2017/02/16

Sobre Eutanásia




A EUTANÁSIA SEGUNDO PEDRO VAZ PATTO — (por Factos, ficção e filosofia in Facebook)
Há algumas semanas, a revista Sábado destacou o testemunho de um médico que eutanasiou quatro pessoas. Tornou-se assim público algo que, na verdade, já se sabia: a eutanásia é uma realidade em Portugal. Em resposta a esse testemunho, Pedro Vaz Patto (PVP) escreveu um artigo – aquele que está ali em baixo – onde avança algumas das objecções recorrentes à legalização da eutanásia. Vale a pena expor a sua fragilidade.
Tendo em mente a eutanásia voluntária, PVP alega o seguinte:
“[N]unca é absolutamente seguro que se respeita a vontade autêntica de uma pessoa que pede a eutanásia. Nunca pode haver a garantia absoluta de que o pedido de eutanásia é verdadeiramente livre, inequívoco e irreversível. Muitas vezes, traduz um estado de espírito momentâneo, que pode ser superado.”
Quem defende a eutanásia voluntária, entende que esta deve ser praticada apenas quando o paciente exprime, sem coerção, um desejo competente de morrer — ou quando, estando incapacitado, exprimiu competentemente esse desejo a respeito das circunstâncias em que agora se encontra. Para PVP, no entanto, a eutanásia deverá estar fora de questão na ausência de uma “garantia absoluta” de que o desejo é competente. O problema é que esta exigência, tão forte que nunca poderá ser satisfeita, acaba por resultar no seguinte: vamos, então, tratar o paciente como se tivéssemos a garantia absoluta de que ele é incompetente. Assim, se uma pessoa estiver muito doente ou incapacitada, sofrerá ainda o infortúnio de ser tratada como se já não fosse um agente racional, como se a sua vontade a respeito de algo que lhe concerne primariamente (o modo como a sua própria vida irá terminar) nada contasse.

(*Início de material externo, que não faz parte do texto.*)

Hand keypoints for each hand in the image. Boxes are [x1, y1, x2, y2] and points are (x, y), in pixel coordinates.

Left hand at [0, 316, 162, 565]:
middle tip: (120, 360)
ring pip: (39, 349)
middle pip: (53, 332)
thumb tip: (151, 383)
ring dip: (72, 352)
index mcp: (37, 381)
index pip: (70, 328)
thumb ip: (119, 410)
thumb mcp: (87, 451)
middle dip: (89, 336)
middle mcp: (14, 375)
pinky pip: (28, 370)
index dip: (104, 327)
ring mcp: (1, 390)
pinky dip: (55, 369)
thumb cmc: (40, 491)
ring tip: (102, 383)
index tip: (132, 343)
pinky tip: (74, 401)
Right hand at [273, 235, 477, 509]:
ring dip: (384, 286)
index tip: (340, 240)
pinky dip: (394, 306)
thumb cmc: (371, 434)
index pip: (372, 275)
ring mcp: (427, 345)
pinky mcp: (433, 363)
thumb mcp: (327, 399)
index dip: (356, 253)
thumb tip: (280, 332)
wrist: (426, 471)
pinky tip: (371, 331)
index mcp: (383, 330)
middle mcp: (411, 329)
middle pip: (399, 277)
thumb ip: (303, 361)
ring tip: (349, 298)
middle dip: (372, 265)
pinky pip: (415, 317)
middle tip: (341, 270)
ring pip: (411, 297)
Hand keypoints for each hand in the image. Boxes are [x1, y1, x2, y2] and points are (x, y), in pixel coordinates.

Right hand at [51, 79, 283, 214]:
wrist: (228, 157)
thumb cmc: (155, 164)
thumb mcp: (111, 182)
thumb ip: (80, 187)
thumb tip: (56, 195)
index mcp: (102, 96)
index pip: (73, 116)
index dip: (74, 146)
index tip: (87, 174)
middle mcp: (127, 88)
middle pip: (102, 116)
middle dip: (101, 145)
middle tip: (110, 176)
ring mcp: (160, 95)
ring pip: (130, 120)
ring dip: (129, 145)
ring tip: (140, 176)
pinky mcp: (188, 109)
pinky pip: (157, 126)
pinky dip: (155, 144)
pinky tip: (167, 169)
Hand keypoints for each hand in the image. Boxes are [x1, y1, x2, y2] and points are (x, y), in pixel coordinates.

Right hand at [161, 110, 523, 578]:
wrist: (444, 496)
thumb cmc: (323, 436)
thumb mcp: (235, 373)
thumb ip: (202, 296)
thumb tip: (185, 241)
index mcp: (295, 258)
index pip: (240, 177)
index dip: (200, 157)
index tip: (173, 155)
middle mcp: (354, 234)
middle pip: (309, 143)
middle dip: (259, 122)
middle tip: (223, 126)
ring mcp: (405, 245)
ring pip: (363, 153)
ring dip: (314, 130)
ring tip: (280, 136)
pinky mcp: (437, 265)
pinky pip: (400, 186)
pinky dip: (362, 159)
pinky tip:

A exigência de PVP é descabida. Como devia ser óbvio, estar muito doente ou fisicamente incapacitado não implica cair num estado de perturbação mental que nos prive de fazer escolhas competentes. Em muitos casos, havendo um pedido de morrer expresso com lucidez ao longo de um período de tempo considerável, temos razões suficientemente fortes para julgar que esse pedido é competente. O ónus da prova, aliás, caberá a quem duvide desse juízo. Diria até que as pessoas têm o direito moral a uma presunção de competência – i.e. que tratá-las como incompetentes, na ausência de razões suficientemente fortes para crer na sua incompetência, é fazer-lhes uma injustiça.
Por que razão, então, se há-de exigir uma “garantia absoluta” de competência, impossível de satisfazer? PVP sugere que a irreversibilidade da eutanásia torna essa exigência apropriada. “É que a decisão de suprimir uma vida”, afirma, “é a mais absolutamente irreversível de quaisquer decisões, dela nunca pode voltar-se atrás.” Acontece que as coisas não são tão simples. Suponha-se que, sem nenhuma razão para considerar incompetente um pedido de eutanásia, recusa-se esse pedido e condena-se a pessoa que o fez a agonizar durante semanas. Todo esse sofrimento que ela terá de suportar — em virtude de a tratarem como se estivessem certos da sua incompetência — também será absolutamente irreversível.